The patient presented for labor induction at 39+3 weeks. Admission Hgb was 12.1 g/dL, and metHgb 15.7%. A Masimo Radical-7® co-oximeter was utilized continuously and correlated well with serial venous metHgb. Due to fetal intolerance of early labor, the patient underwent Cesarean delivery under combined spinal-epidural anesthesia with 12mg hyperbaric bupivacaine, 15mcg fentanyl, and 150mcg morphine. Her metHgb peaked at 17.7% at the time of delivery with corresponding mild dyspnea and headache. IV methylene blue 1g was available but not used as she remained stable. She was discharged on postpartum day 4 with metHgb level decreased to 13%.
The patient was readmitted 4 weeks postpartum with severe fatigue, dyspnea, confusion, and headache. She was anemic with Hgb 7.8 and venous metHgb of 23%. Serum lactate was elevated at 5.2 mmol/L. History revealed that she had been eating large amounts of processed meat (known to contain nitrates and precipitate metHgb). She was given 2 units pRBC and received 1g methylene blue IV, with immediate reduction in metHgb to 2% and symptomatic resolution.

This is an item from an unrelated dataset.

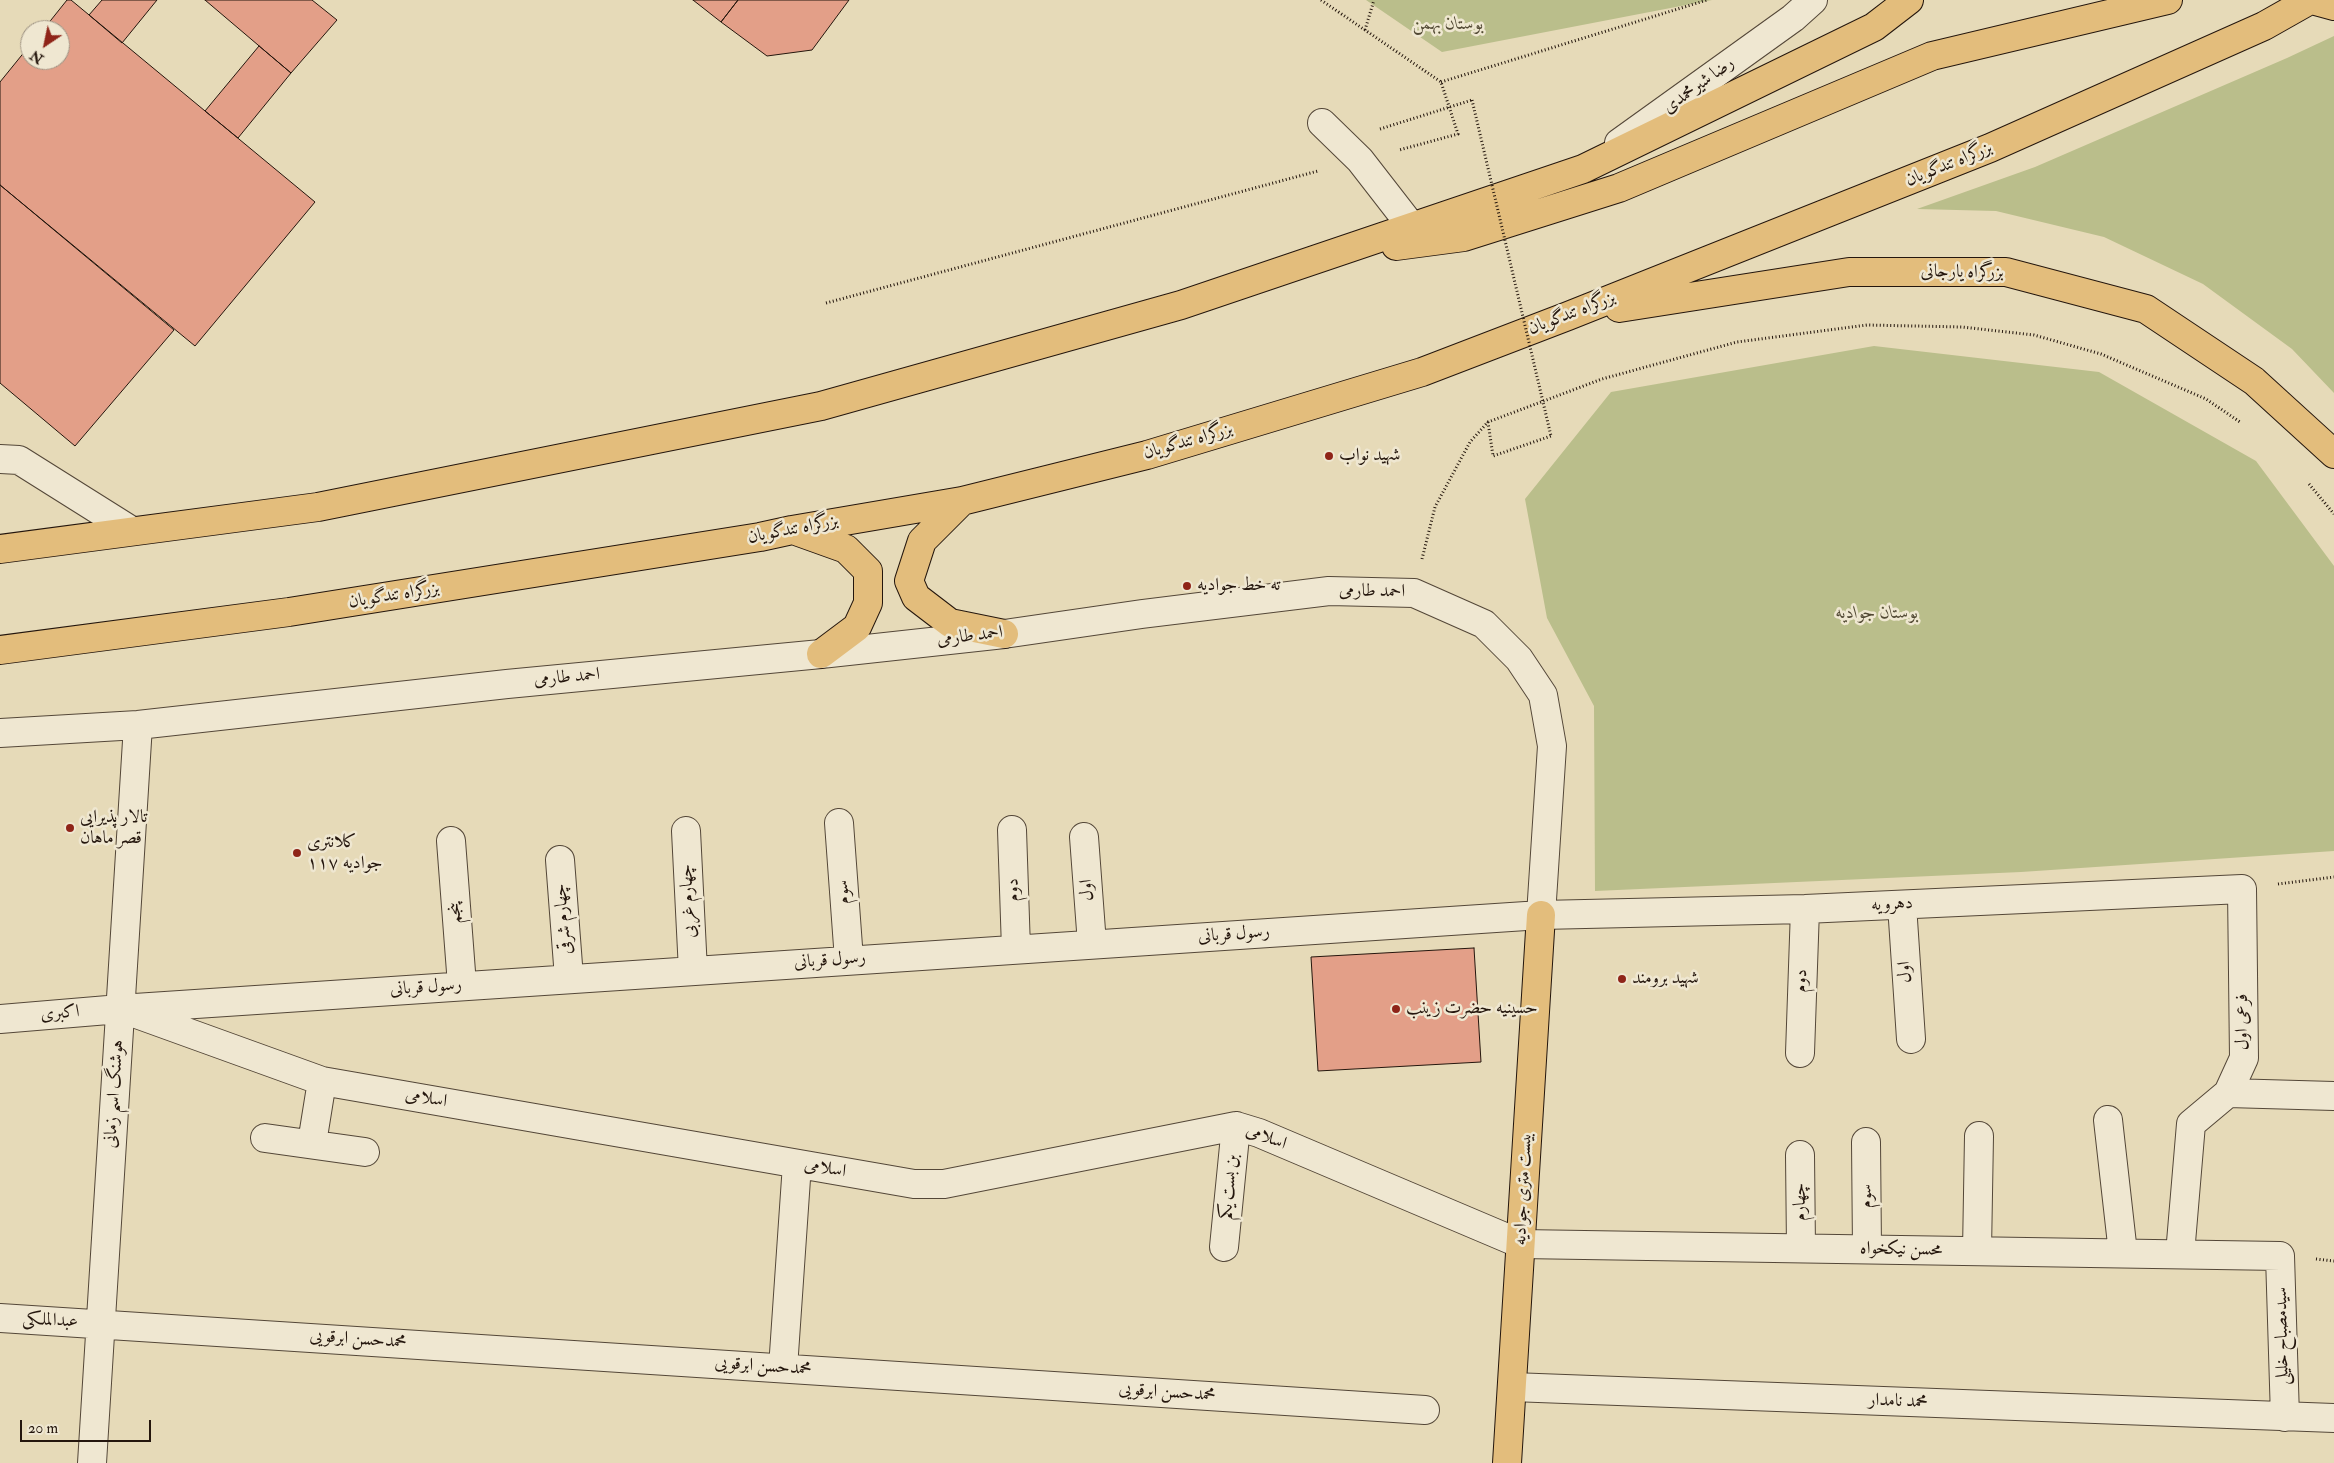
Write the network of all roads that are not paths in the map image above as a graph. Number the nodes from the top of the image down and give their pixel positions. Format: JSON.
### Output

Discussion: Congenital methemoglobinemia (CmH) is a rare disorder with many implications for the obstetric anesthesiologist. For this patient we effectively used noninvasive co-oximetry to monitor metHgb levels, which correlated well with venous blood levels. Our patient’s metHgb increased steadily from 9% to 17% during pregnancy and delivery despite the avoidance of known oxidizing agents. Our case also highlights the postpartum period as a vulnerable time in which these patients may be susceptible to metHgb crisis, especially in the setting of anemia.